Transferring information to students in the traditional classroom setting isn’t enough for Kansas State University’s newest Coffman chair for distinguished teaching scholars.
John Fliter, 2013-2014 Coffman chair and associate professor of political science, strives to make sure students understand and are able to apply the knowledge they’ve learned through classroom simulations, role-playing and other exercises.
The Coffman chair for distinguished teaching scholars was created in 1995 to highlight Kansas State University’s commitment to excellence in undergraduate teaching and learning.
A faculty member acknowledged as a leading teaching scholar is appointed to the chair for one academic year, but all who are selected retain the title of university distinguished teaching scholar throughout their career.
Fliter is known for his creative classroom exercises and short courtroom case studies.
Students role-play to find a solution using the knowledge they have gained from readings and classroom discussions.
In his constitutional law class, students write a research paper about a current Supreme Court justice.
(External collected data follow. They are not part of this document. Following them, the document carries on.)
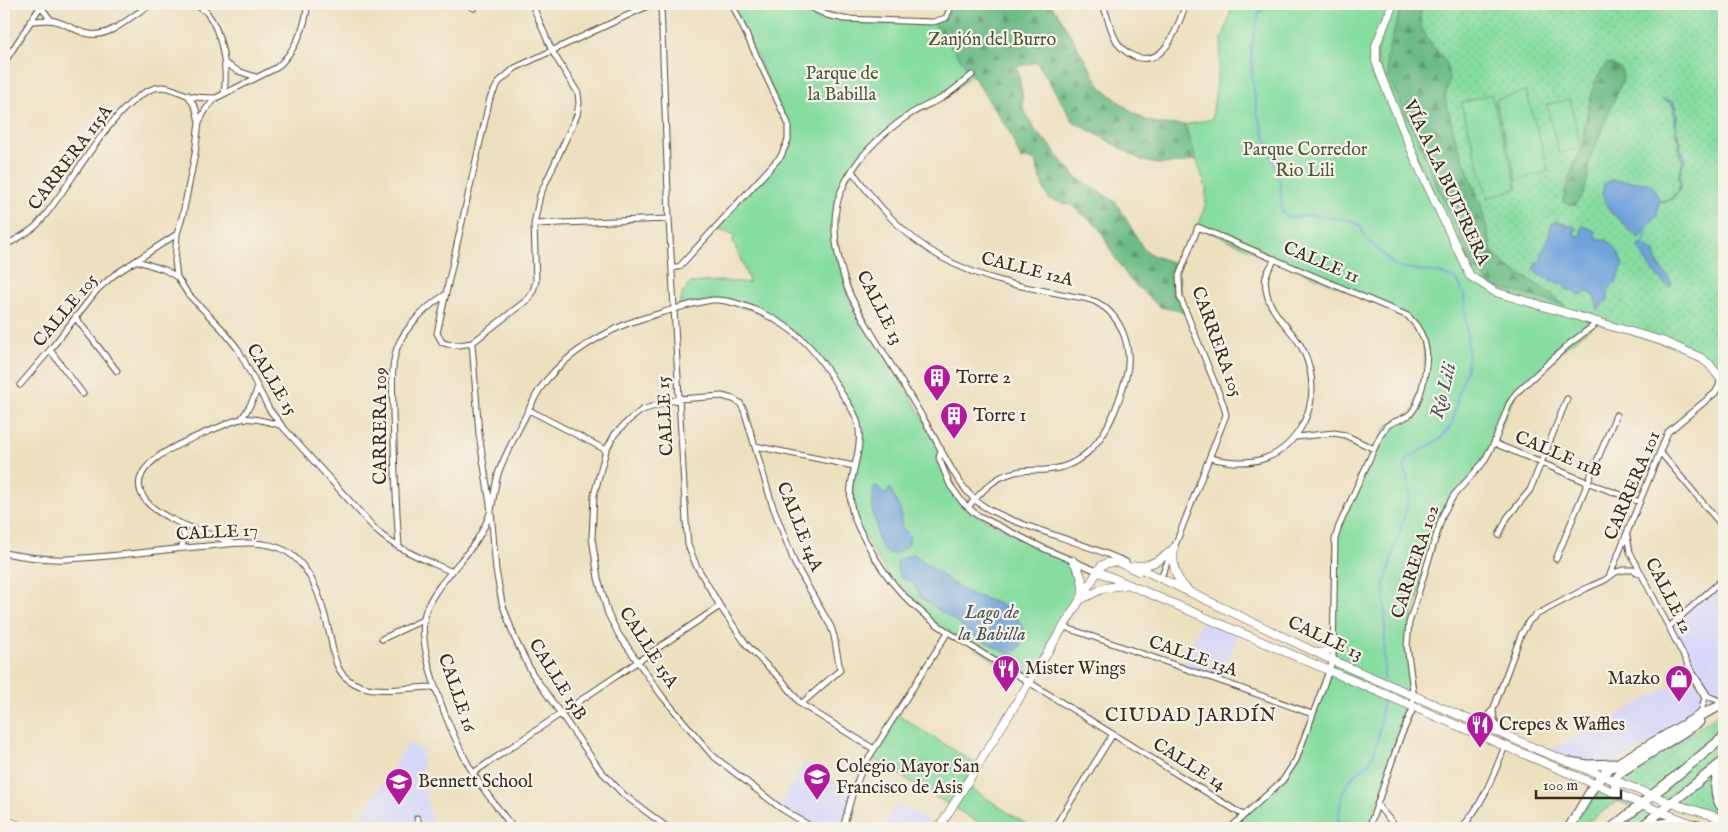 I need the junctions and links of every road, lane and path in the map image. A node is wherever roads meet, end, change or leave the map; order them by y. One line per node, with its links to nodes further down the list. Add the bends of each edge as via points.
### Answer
1 (154, 4): 16 (street, via 144,7 111,31 98,34 86,34)
2 (194, 4): 20 (street, via 206,12 214,25)
3 (307, 4): 22 (street, via 302,28 285,61)
4 (467, 4): 5 (street, via 474,8)
5 (476, 4)
6 (532, 4): 18 (street)
7 (652, 4): 18 (street)
8 (661, 4): 28 (street, CALLE 15)
9 (732, 4): 35 (street, via 788,123 788,140 781,156 680,266)
10 (803, 4): 11 (street, via 844,19 933,22 946,18)
11 (949, 4)
12 (1103, 4): 13 (street, via 1116,41 1128,54 1138,58 1164,52)
13 (1186, 4)
14 (1393, 4): 40 (main road, VÍA A LA BUITRERA, via 1376,45 1376,61 1417,163 1467,271 1474,280 1494,292)
15 (41, 5): 16 (street); 17 (street)
16 (51, 20): 17 (street)
17 (30, 21): 19 (street)
18 (552, 51): 29 (street, via 578,93 579,103 577,115 540,194); 37 (street, via 515,68 499,82 490,98)
19 (4, 63)
20 (226, 64): 22 (street); 23 (street)
21 (972, 75): 27 (street, via 941,98 910,114 885,134)
22 (256, 77): 23 (street)
23 (224, 93): 25 (street)
24 (188, 95): 25 (street, CARRERA 115A); 26 (street); 32 (street, CARRERA 115A, via 160,87 133,101 107,129 35,227)
25 (216, 98): 26 (street)
26 (199, 122): 31 (street)
27 (852, 171): 58 (street, CALLE 13, via 836,204 835,234 848,288); 66 (street, CALLE 12A, via 890,218 940,256 982,276 1096,302 1113,317 1126,338 1128,369 1122,389 1111,420 1093,447 1083,457 1057,469 1021,470 1006,475 986,486)
28 (668, 220): 29 (street); 35 (street, CALLE 15)
29 (534, 224): 41 (street, via 536,281 533,290 527,300)
30 (1198, 227): 33 (street, CALLE 11); 62 (street, CARRERA 105, via 1179,282 1180,297 1226,416)
31 (177, 234): 34 (street, CALLE 105); 36 (street)
32 (4, 246)
33 (1275, 259): 55 (street, via 1265,276 1267,295 1304,351 1313,389); 59 (street, CALLE 11, via 1408,316 1424,336 1426,374 1418,403 1405,418 1387,426)
34 (138, 261): 36 (street); 39 (street, CALLE 105, via 114,275)
35 (672, 269): 38 (street, CALLE 15)
36 (177, 277): 46 (street, CALLE 15, via 188,294 238,349)
37 (445, 295): 41 (street, via 438,338 446,344); 75 (street, CARRERA 109, via 405,331 392,368)
38 (674, 310): 49 (street, CALLE 15); 51 (street, via 628,323 575,353 540,389); 64 (street, CALLE 14, via 714,300 726,301 759,312 796,333 824,363 858,422 860,439)
39 (74, 317): 42 (street, CALLE 105); 43 (street)
40 (1597, 323): 44 (main road, via 1687,351 1709,364); 56 (street, CARRERA 102, via 1568,345 1516,394 1508,404)
41 (472, 343): 69 (street, CALLE 15B, via 479,434)
42 (50, 350): 45 (street, CALLE 105); 48 (street)
43 (117, 371)
44 (1723, 384): 47 (street, CARRERA 101); 47 (street)
45 (20, 385)
46 (258, 387): 53 (street, via 249,410); 54 (street, CALLE 15)
47 (1715, 393): 61 (street, CARRERA 101, via 1668,432)
48 (83, 394)
49 (678, 399): 57 (street, CALLE 14A, via 722,396 740,403); 60 (street, CALLE 15A, via 642,410 614,434); 92 (street, CALLE 15, via 688,545)
50 (1567, 399): 63 (street)
51 (529, 410): 60 (street); 69 (street, via 498,473)
52 (1616, 415): 65 (street)
53 (241, 419): 54 (street); 70 (street, via 184,442 152,460 144,470 140,482 147,502 156,511)
54 (282, 426): 75 (street, CALLE 15, via 376,530)
55 (1296, 437): 59 (street, via 1334,433); 62 (street, via 1268,457 1249,462 1230,463)
56 (1494, 443): 63 (street, CALLE 11B); 106 (street, CARRERA 102, via 1483,464 1454,495 1442,514 1409,623 1407,646)
57 (755, 446): 64 (street); 108 (street, CALLE 14A, via 772,504 795,564 834,636 840,670)
58 (941, 448): 66 (street, CALLE 13, via 958,480); 68 (street, CALLE 13, via 939,458 943,470 953,490)
59 (1374, 449): 98 (street, via 1335,539)
60 (606, 450): 101 (street, CALLE 15A, via 594,495 592,538 598,578 608,614)
61 (1660, 452): 67 (street, CARRERA 101); 71 (street)
62 (1210, 458): 77 (street, CARRERA 105)
63 (1542, 463): 65 (street, CALLE 11B); 73 (street, via 1530,490 1507,518)
64 (854, 466): 96 (street, CALLE 14, via 850,490 853,515 877,562 906,599)
65 (1589, 483): 67 (street, CALLE 11B); 79 (street)
66 (974, 500): 68 (street); 81 (street, CALLE 13, via 1034,529)
67 (1640, 502): 72 (street, CARRERA 101)
68 (968, 507): 80 (street, CALLE 13, via 986,520)
69 (490, 511): 84 (street, CALLE 16, via 475,543); 112 (street, CALLE 15B, via 502,603 532,673)
70 (180, 522): 74 (street); 76 (street, via 186,538)
71 (1724, 528)
72 (1627, 533): 85 (street, CALLE 12, via 1630,552); 86 (street, CARRERA 101)
73 (1499, 534)
74 (236, 544): 76 (street, CALLE 17); 105 (street, CALLE 17, via 271,545 297,560 312,581 323,606 336,661 348,679 374,690)
75 (399, 546): 84 (street, CALLE 15)
76 (181, 548): 78 (street, CALLE 17, via 67,559 30,558)
77 (1174, 548): 81 (main road, via 1152,564); 89 (street, CARRERA 105); 90 (main road, via 1175,572)
78 (4, 553)
79 (1556, 559)
80 (1073, 561): 82 (street, CALLE 13); 91 (main road, via 1083,584)
81 (1135, 566): 83 (main road, CALLE 13)
82 (1097, 571): 83 (main road, via 1112,561 1137,572); 88 (main road, CALLE 13); 91 (main road)
83 (1144, 571): 89 (main road, CALLE 13)
84 (452, 572): 93 (street, CALLE 16, via 435,594)
85 (1641, 574): 86 (street, via 1624,570); 95 (street, CALLE 12)
86 (1609, 577): 111 (street, via 1529,621)
87 (1724, 578): 95 (street)
88 (1130, 586): 89 (main road, CALLE 13); 91 (main road, via 1104,588)
89 (1154, 586): 90 (main road, CALLE 13); 103 (main road, CALLE 13)
90 (1192, 594): 99 (main road, CALLE 13)
91 (1081, 601): 94 (main road)
92 (720, 606): 101 (street); 108 (street, CALLE 15, via 746,644)
93 (424, 620): 97 (street); 105 (street, CALLE 16, via 426,650)
94 (1064, 627): 104 (main road); 113 (street, CALLE 13A)
95 (1669, 627): 102 (street, CALLE 12)
96 (948, 632): 104 (street, CALLE 14); 120 (street)
97 (382, 639)
98 (1333, 640): 99 (main road, via 1328,651); 100 (street)
99 (1318, 653): 100 (main road, CALLE 13)
100 (1333, 660): 103 (street); 106 (main road, CALLE 13)
101 (638, 661): 112 (street); 144 (street, CALLE 15A, via 662,696 712,755 779,807)
102 (1691, 670): 107 (street, CALLE 12, via 1708,696); 114 (street, CALLE 12, via 1705,698)
103 (1330, 671): 109 (main road, CALLE 13); 113 (street)
104 (1030, 683): 117 (street, CALLE 14); 146 (main road)
105 (435, 686): 124 (street, CALLE 16)
106 (1413, 695): 109 (street, CARRERA 102); 115 (main road, CALLE 13)
107 (1724, 703): 110 (main road)
108 (801, 704): 120 (street, CALLE 15)
109 (1413, 707): 119 (main road, CALLE 13); 132 (street, CARRERA 102)
110 (1714, 709): 114 (main road); 126 (main road, via 1619,773)
111 (1492, 710): 115 (street); 116 (street)
112 (561, 714): 124 (street); 143 (street, CALLE 15B, via 601,771 624,795)
113 (1312, 714): 135 (street, via 1296,760 1282,780)
114 (1700, 716): 123 (main road)
115 (1474, 722): 116 (main road, CALLE 13)
116 (1500, 733): 121 (main road, CALLE 13)
117 (1113, 734): 135 (street, CALLE 14); 147 (street)
118 (1724, 737): 129 (main road)
119 (1504, 746): 127 (main road, CALLE 13); 151 (street, via 1481,802)
120 (874, 749): 145 (street, via 863,767)
121 (1569, 762): 123 (main road, via 1592,766); 125 (main road, CALLE 13)
122 (1723, 763): 130 (main road); 133 (main road, via 1715,787)
123 (1615, 764): 125 (main road)
124 (473, 773): 142 (street, CALLE 16)
125 (1601, 776): 126 (main road, CALLE 13); 127 (main road)
126 (1614, 780): 128 (main road); 129 (main road, CALLE 13)
127 (1595, 784): 128 (main road, CALLE 13); 152 (main road)
128 (1618, 794): 131 (main road, CALLE 13)
129 (1653, 796): 130 (main road, CALLE 13); 131 (main road)
130 (1671, 803): 134 (main road); 138 (main road, CALLE 13)
131 (1641, 804): 134 (main road, CALLE 13); 153 (main road)
132 (1377, 805): 149 (street, CARRERA 102); 150 (street)
133 (1724, 810)
134 (1660, 812): 139 (main road, CALLE 13); 154 (main road)
135 (1243, 815): 148 (street)
136 (417, 818): 141 (street)
137 (4, 820): 140 (main road)
138 (1724, 820)
139 (1700, 827): 155 (main road, via 1674,823)
140 (25, 828)
141 (421, 828)
142 (513, 828)
143 (668, 828)
144 (813, 828)
145 (843, 828)
146 (939, 828)
147 (1054, 828)
148 (1230, 828)
149 (1370, 828)
150 (1397, 828)
151 (1461, 828)
152 (1569, 828)
153 (1612, 828)
154 (1640, 828)
155 (1646, 828)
At the end of the class, students are given a courtroom scenario, in which they role-play and make a final decision as their assigned justice.
“In a traditional classroom setting, a professor lectures about facts and theories and the students just sit there and write it down,” Fliter said.
“Then we test them on how well they’ve learned all this information, but they are not doing anything with it.”
Role-playing or a simulation takes it to the next level.
The students are actually applying their knowledge to solve problems or look at things from a different perspective. I think that’s a higher level of learning.”
Fliter teaches courses in areas such as U.S. politics, civil rights and liberties, and administrative law.
One of his responsibilities as Coffman chair will be to expand the use of simulations and role-playing in multiple subject areas on campus.
“I’m going to examine the pros and cons of using some of these active learning exercises in the classroom,” Fliter said.
Fliter will set up multiple workshops to discuss incorporating these types of lessons into the curriculum.
He also is exploring the possibility of starting a Model UN on campus and conducting further research on the effectiveness of this type of active learning.
A writer on freedom of speech, church-state relations and prison reform litigation, Fliter’s articles have appeared in many prestigious publications such as The Law and Society Review, Journal of Political Science Education and The Justice Professional.
He received the university’s Presidential Award for Undergraduate Teaching Excellence in 2010 and is the former chair of the Lou Douglas Lecture Series.